Human keypoint data:

*** Block opens ***

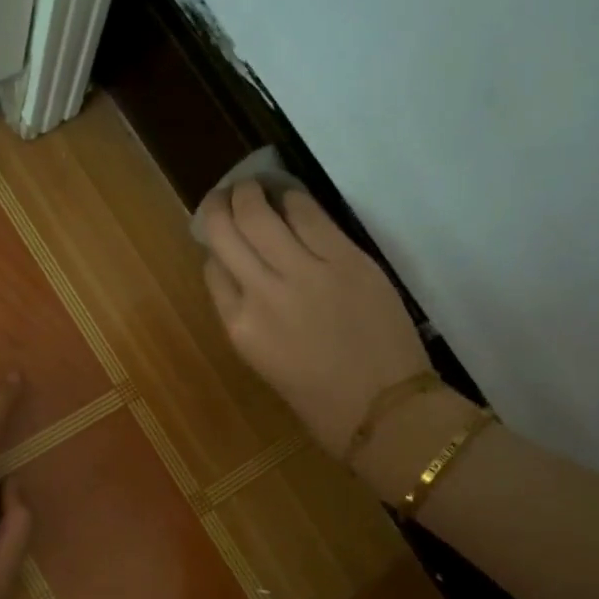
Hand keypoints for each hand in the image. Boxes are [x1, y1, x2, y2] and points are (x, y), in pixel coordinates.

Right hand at [200, 182, 432, 458]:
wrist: (385, 411)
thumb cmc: (321, 402)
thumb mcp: (265, 362)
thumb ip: (248, 317)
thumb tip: (245, 276)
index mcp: (239, 328)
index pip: (212, 269)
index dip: (214, 247)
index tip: (221, 237)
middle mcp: (262, 294)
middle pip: (227, 231)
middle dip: (222, 206)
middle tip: (228, 195)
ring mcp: (304, 272)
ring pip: (261, 213)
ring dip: (251, 193)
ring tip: (253, 187)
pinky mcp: (345, 258)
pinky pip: (309, 214)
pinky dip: (293, 199)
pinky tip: (290, 196)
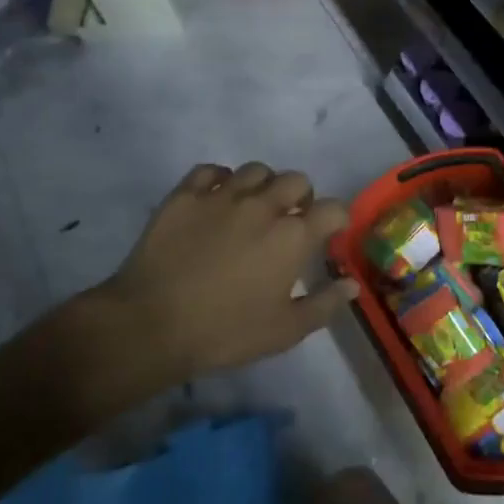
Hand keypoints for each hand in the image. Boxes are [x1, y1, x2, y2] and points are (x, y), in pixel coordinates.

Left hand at [75, 162, 359, 396]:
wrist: (152, 324)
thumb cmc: (225, 332)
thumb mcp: (285, 330)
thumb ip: (324, 304)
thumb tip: (352, 285)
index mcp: (292, 236)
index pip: (332, 209)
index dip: (337, 219)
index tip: (330, 232)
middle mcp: (263, 206)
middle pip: (296, 180)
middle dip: (302, 197)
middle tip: (291, 220)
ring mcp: (222, 195)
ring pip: (256, 170)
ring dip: (264, 185)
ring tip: (255, 206)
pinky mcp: (186, 194)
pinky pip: (211, 170)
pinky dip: (221, 179)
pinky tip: (218, 197)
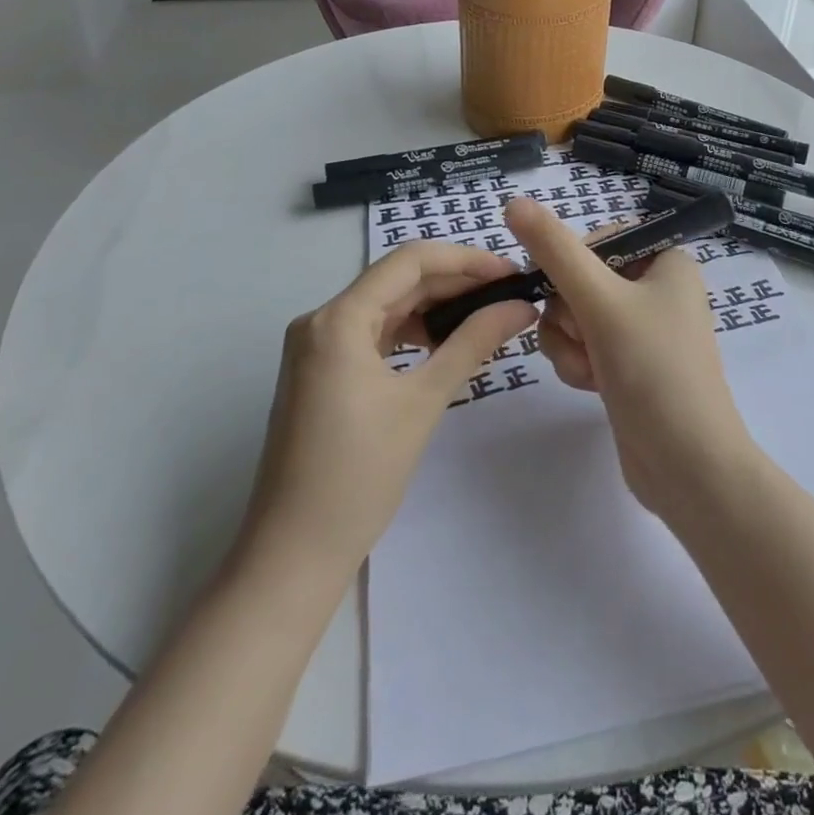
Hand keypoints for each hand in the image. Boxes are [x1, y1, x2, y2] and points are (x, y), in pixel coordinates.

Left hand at [237, 242, 537, 572]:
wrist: (293, 555)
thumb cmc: (359, 475)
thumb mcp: (423, 402)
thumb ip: (473, 342)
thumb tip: (520, 306)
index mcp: (338, 319)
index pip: (409, 261)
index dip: (464, 259)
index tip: (509, 273)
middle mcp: (320, 321)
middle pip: (397, 281)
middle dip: (455, 283)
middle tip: (509, 295)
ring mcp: (316, 348)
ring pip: (387, 307)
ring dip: (435, 307)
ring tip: (486, 316)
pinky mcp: (320, 372)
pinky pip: (373, 335)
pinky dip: (412, 333)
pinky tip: (446, 344)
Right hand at [503, 197, 755, 516]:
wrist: (688, 466)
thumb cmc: (654, 370)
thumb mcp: (601, 302)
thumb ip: (555, 251)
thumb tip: (514, 202)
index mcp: (666, 259)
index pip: (599, 238)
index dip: (572, 265)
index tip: (568, 294)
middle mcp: (656, 288)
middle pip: (581, 279)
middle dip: (570, 314)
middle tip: (589, 337)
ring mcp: (642, 329)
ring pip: (574, 315)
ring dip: (570, 342)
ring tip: (592, 369)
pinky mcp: (628, 364)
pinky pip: (583, 345)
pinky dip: (578, 363)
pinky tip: (593, 386)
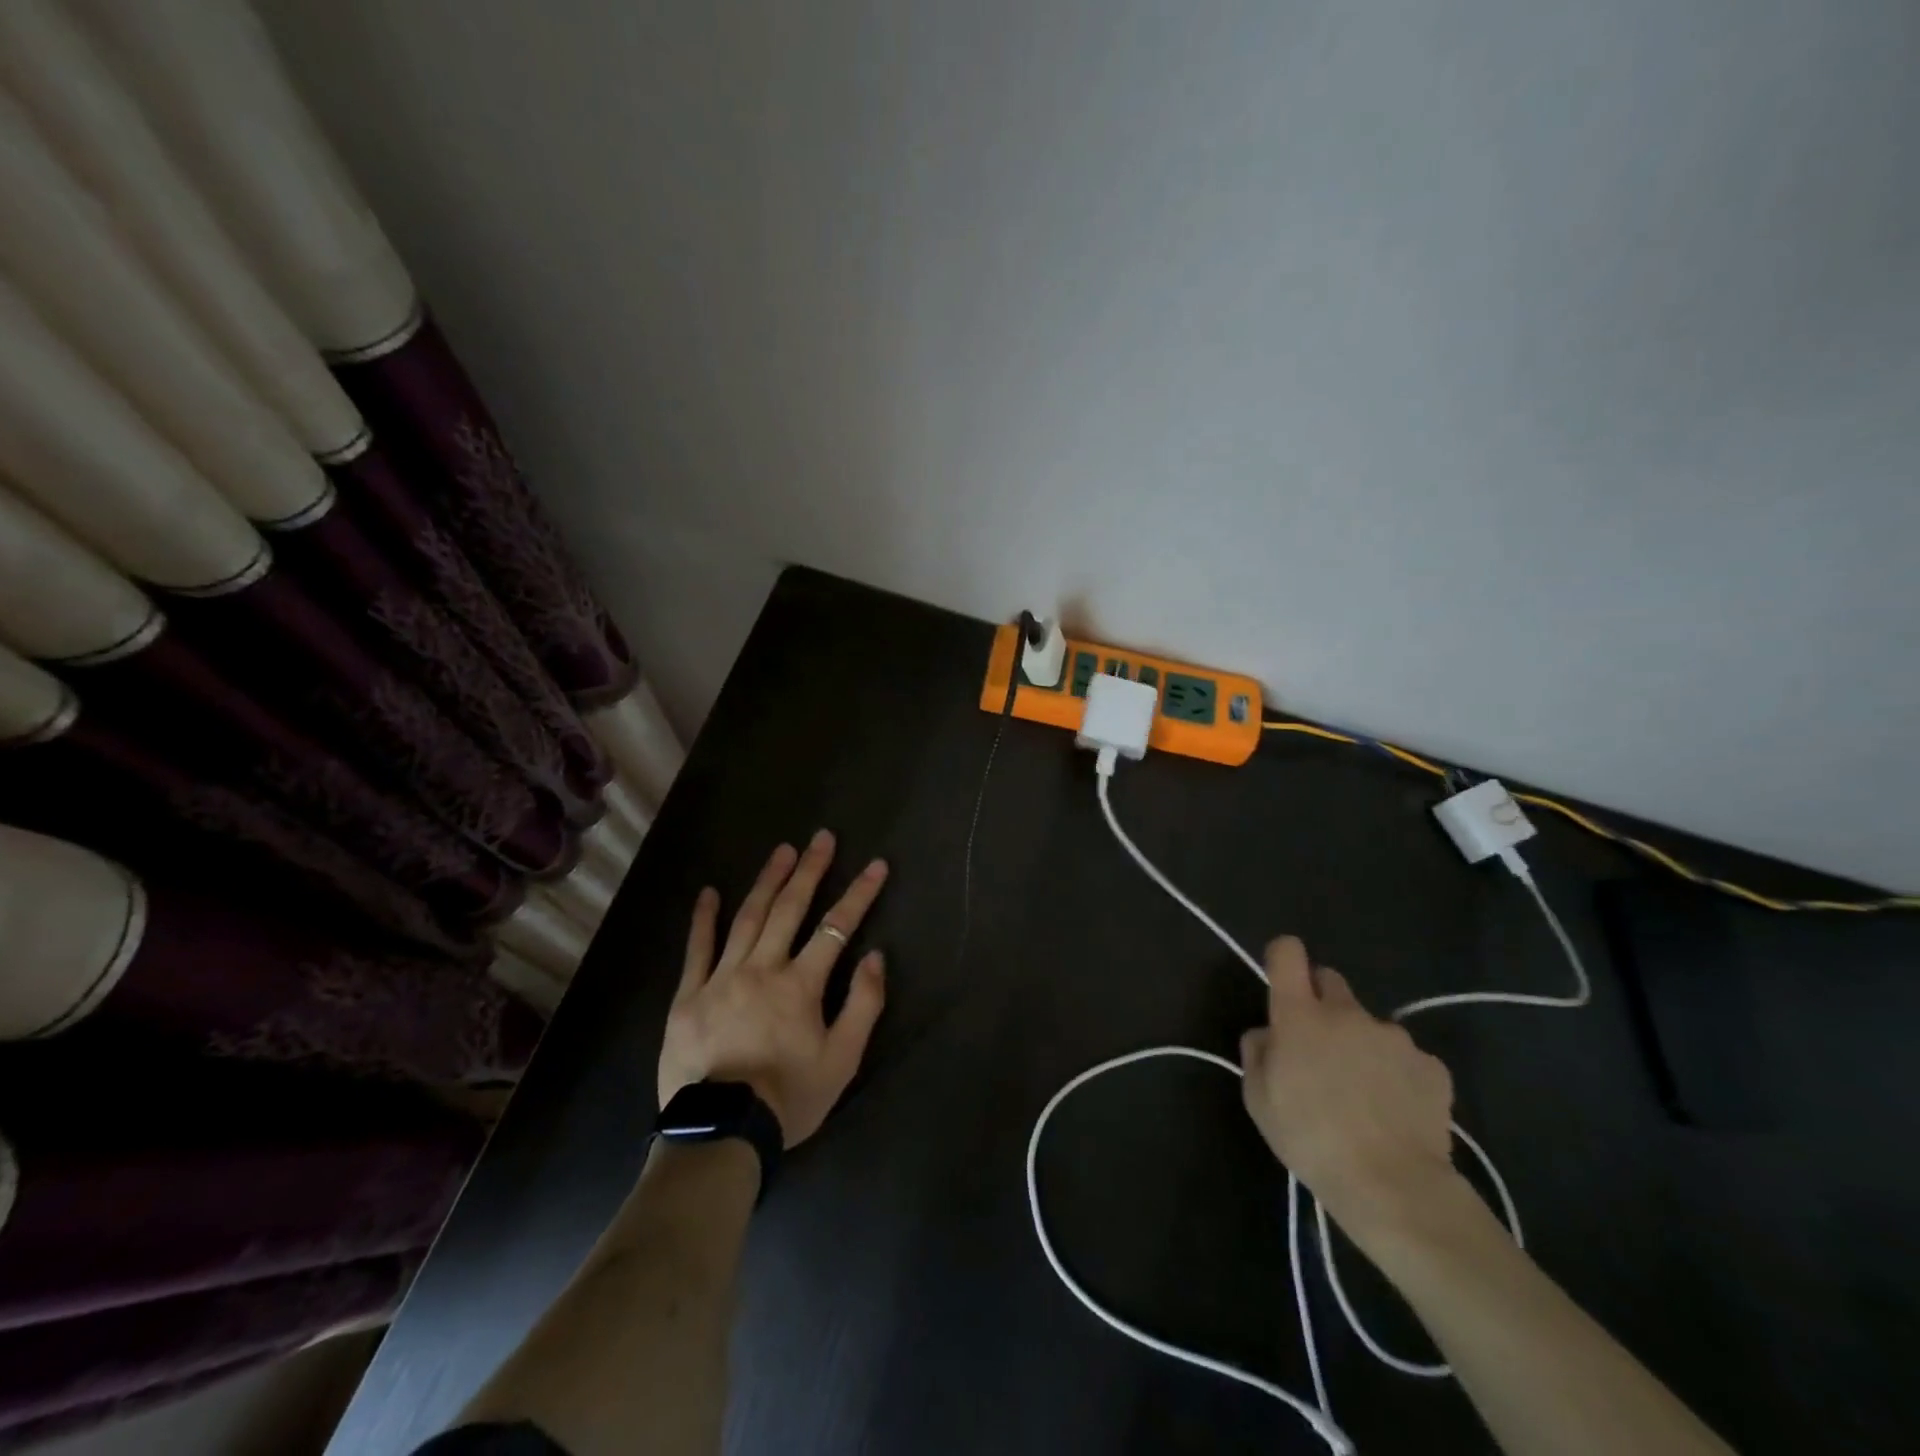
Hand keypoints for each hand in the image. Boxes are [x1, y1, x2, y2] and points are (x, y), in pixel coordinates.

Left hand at [659, 830, 887, 1147]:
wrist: (720, 1135)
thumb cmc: (788, 1098)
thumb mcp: (843, 1060)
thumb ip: (863, 1005)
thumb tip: (876, 956)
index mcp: (800, 984)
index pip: (837, 927)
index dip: (860, 893)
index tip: (876, 865)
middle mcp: (762, 968)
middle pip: (789, 909)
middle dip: (810, 870)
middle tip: (821, 838)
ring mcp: (721, 977)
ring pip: (748, 918)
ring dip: (767, 880)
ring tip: (782, 851)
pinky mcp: (688, 995)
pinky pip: (697, 949)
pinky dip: (704, 918)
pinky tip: (709, 892)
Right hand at [1239, 937, 1459, 1249]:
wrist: (1393, 1187)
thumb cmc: (1310, 1139)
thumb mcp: (1258, 1100)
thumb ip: (1257, 1053)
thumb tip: (1268, 1034)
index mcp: (1300, 1015)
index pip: (1288, 954)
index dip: (1283, 958)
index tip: (1282, 981)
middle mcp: (1347, 1013)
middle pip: (1330, 981)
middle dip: (1321, 1002)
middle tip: (1319, 1047)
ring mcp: (1394, 1037)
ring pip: (1369, 1025)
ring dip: (1361, 1044)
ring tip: (1363, 1094)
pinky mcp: (1432, 1066)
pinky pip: (1406, 1058)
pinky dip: (1397, 1074)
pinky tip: (1395, 1111)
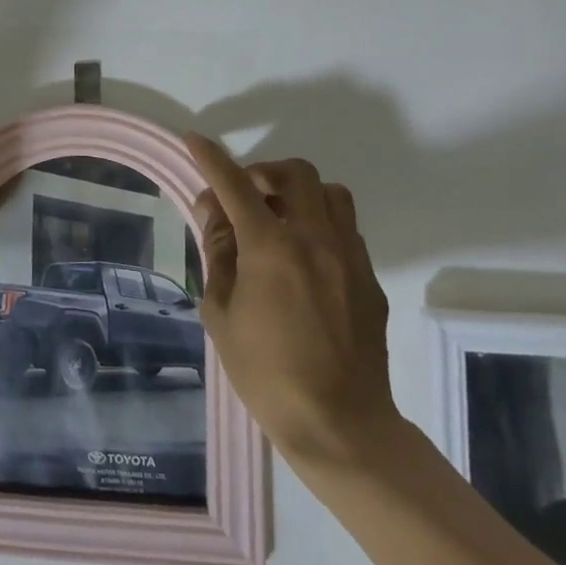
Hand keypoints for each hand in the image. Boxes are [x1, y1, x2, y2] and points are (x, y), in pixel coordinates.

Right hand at [185, 134, 402, 472]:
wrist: (340, 425)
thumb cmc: (266, 373)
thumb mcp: (221, 312)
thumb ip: (218, 255)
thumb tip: (217, 218)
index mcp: (271, 248)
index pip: (235, 186)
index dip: (211, 159)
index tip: (196, 139)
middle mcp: (315, 240)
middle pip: (294, 174)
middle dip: (262, 173)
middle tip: (244, 197)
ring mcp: (350, 257)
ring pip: (330, 193)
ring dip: (299, 193)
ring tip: (279, 220)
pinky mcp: (370, 279)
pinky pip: (346, 229)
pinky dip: (320, 224)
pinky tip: (304, 258)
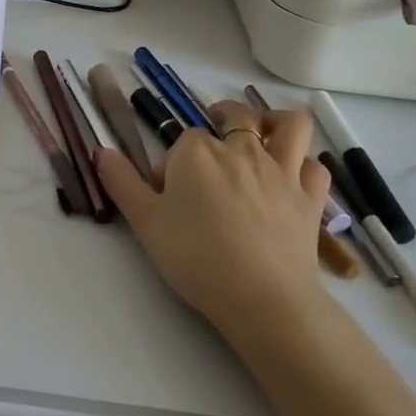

*** Block closes ***

## Task goal
If a line in the records contains the string "Right", copy it out.

## Solution to this task
Right hand at [200, 182, 432, 458]:
Right hand at [503, 197, 755, 516]:
Right hand at [1239, 937, 1459, 1249]:
Right hand at [185, 134, 402, 472]:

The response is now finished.